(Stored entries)
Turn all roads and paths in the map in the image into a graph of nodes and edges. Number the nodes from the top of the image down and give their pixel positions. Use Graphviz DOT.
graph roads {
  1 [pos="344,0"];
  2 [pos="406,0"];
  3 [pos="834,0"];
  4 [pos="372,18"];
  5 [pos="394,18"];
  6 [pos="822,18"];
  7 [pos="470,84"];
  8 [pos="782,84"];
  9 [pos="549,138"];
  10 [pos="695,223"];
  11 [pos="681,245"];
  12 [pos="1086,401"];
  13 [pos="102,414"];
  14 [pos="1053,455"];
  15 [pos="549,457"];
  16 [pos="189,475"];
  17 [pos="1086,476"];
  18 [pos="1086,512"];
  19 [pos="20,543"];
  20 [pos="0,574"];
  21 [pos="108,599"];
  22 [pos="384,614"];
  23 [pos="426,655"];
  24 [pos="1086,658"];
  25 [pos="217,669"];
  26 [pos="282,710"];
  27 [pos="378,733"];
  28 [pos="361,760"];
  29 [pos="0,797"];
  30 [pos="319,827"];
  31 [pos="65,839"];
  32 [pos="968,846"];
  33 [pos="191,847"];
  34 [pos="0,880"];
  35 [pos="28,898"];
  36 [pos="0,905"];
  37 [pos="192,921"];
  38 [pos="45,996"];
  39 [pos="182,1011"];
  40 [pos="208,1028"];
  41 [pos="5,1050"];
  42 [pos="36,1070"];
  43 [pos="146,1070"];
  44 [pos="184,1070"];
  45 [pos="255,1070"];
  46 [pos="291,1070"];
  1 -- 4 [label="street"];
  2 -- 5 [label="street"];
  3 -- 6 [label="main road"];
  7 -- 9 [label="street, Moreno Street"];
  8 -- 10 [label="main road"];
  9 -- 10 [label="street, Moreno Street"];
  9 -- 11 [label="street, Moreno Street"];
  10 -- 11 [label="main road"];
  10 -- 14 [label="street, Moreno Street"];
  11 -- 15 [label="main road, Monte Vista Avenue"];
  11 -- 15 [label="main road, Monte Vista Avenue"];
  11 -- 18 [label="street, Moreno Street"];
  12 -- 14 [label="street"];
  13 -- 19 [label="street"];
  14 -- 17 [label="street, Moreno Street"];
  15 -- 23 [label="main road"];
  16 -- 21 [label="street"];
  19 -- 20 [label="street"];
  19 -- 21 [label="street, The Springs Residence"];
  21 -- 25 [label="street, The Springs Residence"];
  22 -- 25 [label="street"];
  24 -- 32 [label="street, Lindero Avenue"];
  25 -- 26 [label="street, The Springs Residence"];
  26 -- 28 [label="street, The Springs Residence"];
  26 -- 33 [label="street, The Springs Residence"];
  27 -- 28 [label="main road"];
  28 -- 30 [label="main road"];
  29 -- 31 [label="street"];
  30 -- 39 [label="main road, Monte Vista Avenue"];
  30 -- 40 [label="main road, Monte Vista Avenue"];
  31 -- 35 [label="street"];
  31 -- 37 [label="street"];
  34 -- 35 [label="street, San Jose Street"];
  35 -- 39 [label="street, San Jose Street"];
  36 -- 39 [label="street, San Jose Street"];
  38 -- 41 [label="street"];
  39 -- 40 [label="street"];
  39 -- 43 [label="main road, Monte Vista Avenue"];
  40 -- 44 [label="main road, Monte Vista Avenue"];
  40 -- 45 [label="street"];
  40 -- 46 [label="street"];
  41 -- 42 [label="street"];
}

Task directions ▸ Repeat the records. Match them exactly.

Written reply ▸
Turn all roads and paths in the map in the image into a graph of nodes and edges. Number the nodes from the top of the image down and give their pixel positions. Use Graphviz DOT.
graph roads {
  1 [pos="344,0"];
  2 [pos="406,0"];
  3 [pos="834,0"];
  4 [pos="372,18"];
  5 [pos="394,18"];
  6 [pos="822,18"];
  7 [pos="470,84"];
  8 [pos="782,84"];
  9 [pos="549,138"];
  10 [pos="695,223"];
  11 [pos="681,245"];
  12 [pos="1086,401"];
  13 [pos="102,414"];
  14 [pos="1053,455"];
  15 [pos="549,457"];
  16 [pos="189,475"];
  17 [pos="1086,476"];
  18 [pos="1086,512"];
  19 [pos="20,543"];
  20 [pos="0,574"];
  21 [pos="108,599"];
  22 [pos="384,614"];
  23 [pos="426,655"];
  24 [pos="1086,658"];
  25 [pos="217,669"];
  26 [pos="282,710"];
  27 [pos="378,733"];
  28 [pos="361,760"];
  29 [pos="0,797"];
  30 [pos="319,827"];
  31 [pos="65,839"];
  32 [pos="968,846"];
  33 [pos="191,847"];
  34 [pos="0,880"];
  35 [pos="28,898"];
  36 [pos="0,905"];
  37 [pos="192,921"];
  38 [pos="45,996"];
  39 [pos="182,1011"];
  40 [pos="208,1028"];
  41 [pos="5,1050"];
  42 [pos="36,1070"];
  43 [pos="146,1070"];
  44 [pos="184,1070"];
  45 [pos="255,1070"];
  46 [pos="291,1070"];
  1 -- 4 [label="street"];
  2 -- 5 [label="street"];
  3 -- 6 [label="main road"];
  7 -- 9 [label="street, Moreno Street"];
  8 -- 10 [label="main road"];
  9 -- 10 [label="street, Moreno Street"];
  9 -- 11 [label="street, Moreno Street"];
  10 -- 11 [label="main road"];
  10 -- 14 [label="street, Moreno Street"];
  11 -- 15 [label="main road, Monte Vista Avenue"];
  11 -- 15 [label="main road, Monte Vista Avenue"];
  11 -- 18 [label="street, Moreno Street"];
  12 -- 14 [label="street"];
  13 -- 19 [label="street"];
  14 -- 17 [label="street, Moreno Street"];
  15 -- 23 [label="main road"];
  16 -- 21 [label="street"];
  19 -- 20 [label="street"];
  19 -- 21 [label="street, The Springs Residence"];
  21 -- 25 [label="street, The Springs Residence"];
  22 -- 25 [label="street"];
  24 -- 32 [label="street, Lindero Avenue"];
  25 -- 26 [label="street, The Springs Residence"];
  26 -- 28 [label="street, The Springs Residence"];
  26 -- 33 [label="street, The Springs Residence"];
  27 -- 28 [label="main road"];
  28 -- 30 [label="main road"];
  29 -- 31 [label="street"];
  30 -- 39 [label="main road, Monte Vista Avenue"];
  30 -- 40 [label="main road, Monte Vista Avenue"];
  31 -- 35 [label="street"];
  31 -- 37 [label="street"];
  34 -- 35 [label="street, San Jose Street"];
  35 -- 39 [label="street, San Jose Street"];
  36 -- 39 [label="street, San Jose Street"];
  38 -- 41 [label="street"];
  39 -- 40 [label="street"];
  39 -- 43 [label="main road, Monte Vista Avenue"];
  40 -- 44 [label="main road, Monte Vista Avenue"];
  40 -- 45 [label="street"];
  40 -- 46 [label="street"];
  41 -- 42 [label="street"];
}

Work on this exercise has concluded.